Wherever the string "main" appears in the entries below, return the line that holds it.
*** DATA FOR THE TASK ***
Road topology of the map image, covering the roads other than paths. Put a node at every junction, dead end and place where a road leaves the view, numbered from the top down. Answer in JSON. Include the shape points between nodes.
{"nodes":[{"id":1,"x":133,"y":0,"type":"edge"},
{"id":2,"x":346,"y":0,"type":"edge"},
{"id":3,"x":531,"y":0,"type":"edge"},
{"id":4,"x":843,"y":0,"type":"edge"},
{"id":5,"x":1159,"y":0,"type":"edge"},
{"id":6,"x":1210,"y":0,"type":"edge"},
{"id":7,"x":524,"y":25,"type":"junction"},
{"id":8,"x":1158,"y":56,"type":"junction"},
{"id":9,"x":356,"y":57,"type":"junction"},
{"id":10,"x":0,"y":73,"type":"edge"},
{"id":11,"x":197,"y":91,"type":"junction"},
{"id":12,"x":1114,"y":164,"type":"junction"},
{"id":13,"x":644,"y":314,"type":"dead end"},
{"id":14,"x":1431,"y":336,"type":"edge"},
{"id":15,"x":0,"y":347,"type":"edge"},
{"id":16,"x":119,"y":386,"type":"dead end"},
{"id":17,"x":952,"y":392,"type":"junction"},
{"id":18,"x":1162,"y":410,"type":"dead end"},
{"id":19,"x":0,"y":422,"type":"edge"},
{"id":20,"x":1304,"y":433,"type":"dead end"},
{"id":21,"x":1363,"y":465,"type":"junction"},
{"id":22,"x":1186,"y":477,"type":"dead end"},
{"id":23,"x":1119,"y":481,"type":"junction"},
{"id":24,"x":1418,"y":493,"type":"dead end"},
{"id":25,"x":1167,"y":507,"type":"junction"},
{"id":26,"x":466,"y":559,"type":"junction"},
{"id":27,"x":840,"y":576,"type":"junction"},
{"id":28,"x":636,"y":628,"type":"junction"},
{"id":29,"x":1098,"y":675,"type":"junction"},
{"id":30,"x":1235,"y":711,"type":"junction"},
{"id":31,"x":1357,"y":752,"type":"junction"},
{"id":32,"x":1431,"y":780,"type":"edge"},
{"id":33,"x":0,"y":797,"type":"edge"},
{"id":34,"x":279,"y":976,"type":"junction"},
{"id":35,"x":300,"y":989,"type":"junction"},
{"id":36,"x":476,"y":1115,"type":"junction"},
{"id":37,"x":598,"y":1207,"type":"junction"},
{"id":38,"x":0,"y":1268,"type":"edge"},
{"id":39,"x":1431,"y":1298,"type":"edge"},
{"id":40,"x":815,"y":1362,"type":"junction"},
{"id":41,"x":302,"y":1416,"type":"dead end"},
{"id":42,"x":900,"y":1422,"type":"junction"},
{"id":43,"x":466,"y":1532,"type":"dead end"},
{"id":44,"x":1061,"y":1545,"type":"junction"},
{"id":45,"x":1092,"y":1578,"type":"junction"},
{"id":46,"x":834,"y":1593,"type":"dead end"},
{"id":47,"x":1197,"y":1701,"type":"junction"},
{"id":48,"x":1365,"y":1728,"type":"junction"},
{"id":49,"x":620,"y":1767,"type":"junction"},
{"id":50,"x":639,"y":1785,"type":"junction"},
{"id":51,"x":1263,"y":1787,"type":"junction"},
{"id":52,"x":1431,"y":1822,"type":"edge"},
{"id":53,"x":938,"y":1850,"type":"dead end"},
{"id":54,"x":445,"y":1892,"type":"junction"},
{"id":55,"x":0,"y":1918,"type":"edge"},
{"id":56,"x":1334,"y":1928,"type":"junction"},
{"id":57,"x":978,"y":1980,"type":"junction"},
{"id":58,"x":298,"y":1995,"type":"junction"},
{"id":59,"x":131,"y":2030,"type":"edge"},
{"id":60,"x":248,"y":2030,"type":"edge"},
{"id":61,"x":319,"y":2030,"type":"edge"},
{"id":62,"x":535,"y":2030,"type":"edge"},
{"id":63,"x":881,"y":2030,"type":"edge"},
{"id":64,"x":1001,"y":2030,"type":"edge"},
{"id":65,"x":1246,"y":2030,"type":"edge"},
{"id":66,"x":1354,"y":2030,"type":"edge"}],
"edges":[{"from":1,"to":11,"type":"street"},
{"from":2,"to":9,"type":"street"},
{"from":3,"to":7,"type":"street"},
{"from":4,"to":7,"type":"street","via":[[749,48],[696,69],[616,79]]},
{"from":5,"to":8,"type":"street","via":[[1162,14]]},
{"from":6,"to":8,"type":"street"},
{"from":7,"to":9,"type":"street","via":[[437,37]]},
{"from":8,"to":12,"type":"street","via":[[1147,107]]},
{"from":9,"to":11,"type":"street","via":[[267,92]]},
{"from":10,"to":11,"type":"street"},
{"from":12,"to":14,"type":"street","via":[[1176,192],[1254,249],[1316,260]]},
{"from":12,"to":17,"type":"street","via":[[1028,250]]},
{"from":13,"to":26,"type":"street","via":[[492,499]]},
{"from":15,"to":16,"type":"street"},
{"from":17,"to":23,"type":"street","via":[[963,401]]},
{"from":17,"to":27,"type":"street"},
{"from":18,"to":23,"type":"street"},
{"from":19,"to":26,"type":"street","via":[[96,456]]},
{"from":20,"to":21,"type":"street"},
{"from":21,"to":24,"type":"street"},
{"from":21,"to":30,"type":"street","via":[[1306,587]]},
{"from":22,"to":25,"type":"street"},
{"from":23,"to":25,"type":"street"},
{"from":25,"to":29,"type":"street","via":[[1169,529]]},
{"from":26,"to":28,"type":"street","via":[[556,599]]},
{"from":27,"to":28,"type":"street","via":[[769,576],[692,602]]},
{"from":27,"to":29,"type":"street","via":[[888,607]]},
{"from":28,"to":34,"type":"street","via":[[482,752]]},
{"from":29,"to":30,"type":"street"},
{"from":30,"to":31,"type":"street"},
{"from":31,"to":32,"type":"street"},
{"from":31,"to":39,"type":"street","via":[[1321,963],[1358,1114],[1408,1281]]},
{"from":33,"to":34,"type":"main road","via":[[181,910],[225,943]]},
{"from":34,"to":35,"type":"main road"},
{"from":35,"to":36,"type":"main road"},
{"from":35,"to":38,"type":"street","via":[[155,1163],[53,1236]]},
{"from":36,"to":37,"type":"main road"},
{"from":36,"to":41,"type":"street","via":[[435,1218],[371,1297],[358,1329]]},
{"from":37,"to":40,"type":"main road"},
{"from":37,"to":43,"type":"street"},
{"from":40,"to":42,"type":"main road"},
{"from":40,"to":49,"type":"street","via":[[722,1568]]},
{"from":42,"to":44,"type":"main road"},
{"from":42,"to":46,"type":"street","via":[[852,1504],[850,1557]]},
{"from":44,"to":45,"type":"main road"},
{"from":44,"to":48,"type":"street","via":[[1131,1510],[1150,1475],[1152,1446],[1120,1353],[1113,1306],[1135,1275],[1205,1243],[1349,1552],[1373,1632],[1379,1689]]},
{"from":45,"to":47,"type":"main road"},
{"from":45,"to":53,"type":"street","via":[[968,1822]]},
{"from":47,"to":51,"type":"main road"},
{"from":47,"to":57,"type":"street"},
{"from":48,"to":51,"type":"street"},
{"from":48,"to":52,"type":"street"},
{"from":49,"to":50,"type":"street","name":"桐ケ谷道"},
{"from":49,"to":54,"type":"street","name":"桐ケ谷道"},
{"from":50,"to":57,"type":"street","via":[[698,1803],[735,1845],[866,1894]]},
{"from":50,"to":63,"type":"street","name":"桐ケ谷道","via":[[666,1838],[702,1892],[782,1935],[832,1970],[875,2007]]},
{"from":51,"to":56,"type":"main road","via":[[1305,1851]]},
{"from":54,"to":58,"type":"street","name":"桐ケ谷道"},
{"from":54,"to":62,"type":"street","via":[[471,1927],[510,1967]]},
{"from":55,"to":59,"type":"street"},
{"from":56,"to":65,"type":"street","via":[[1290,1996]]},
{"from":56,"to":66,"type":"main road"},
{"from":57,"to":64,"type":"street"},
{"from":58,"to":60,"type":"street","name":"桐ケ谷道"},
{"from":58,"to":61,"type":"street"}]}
*** End of DATA FOR THE TASK ***
TASK SOLUTION:
{"from":33,"to":34,"type":"main road","via":[[181,910],[225,943]]},
{"from":34,"to":35,"type":"main road"},
{"from":35,"to":36,"type":"main road"},
{"from":36,"to":37,"type":"main road"},
{"from":37,"to":40,"type":"main road"},
{"from":40,"to":42,"type":"main road"},
{"from":42,"to":44,"type":"main road"},
{"from":44,"to":45,"type":"main road"},
{"from":45,"to":47,"type":"main road"},
{"from":47,"to":51,"type":"main road"},
{"from":51,"to":56,"type":"main road","via":[[1305,1851]]},
{"from":56,"to":66,"type":"main road"},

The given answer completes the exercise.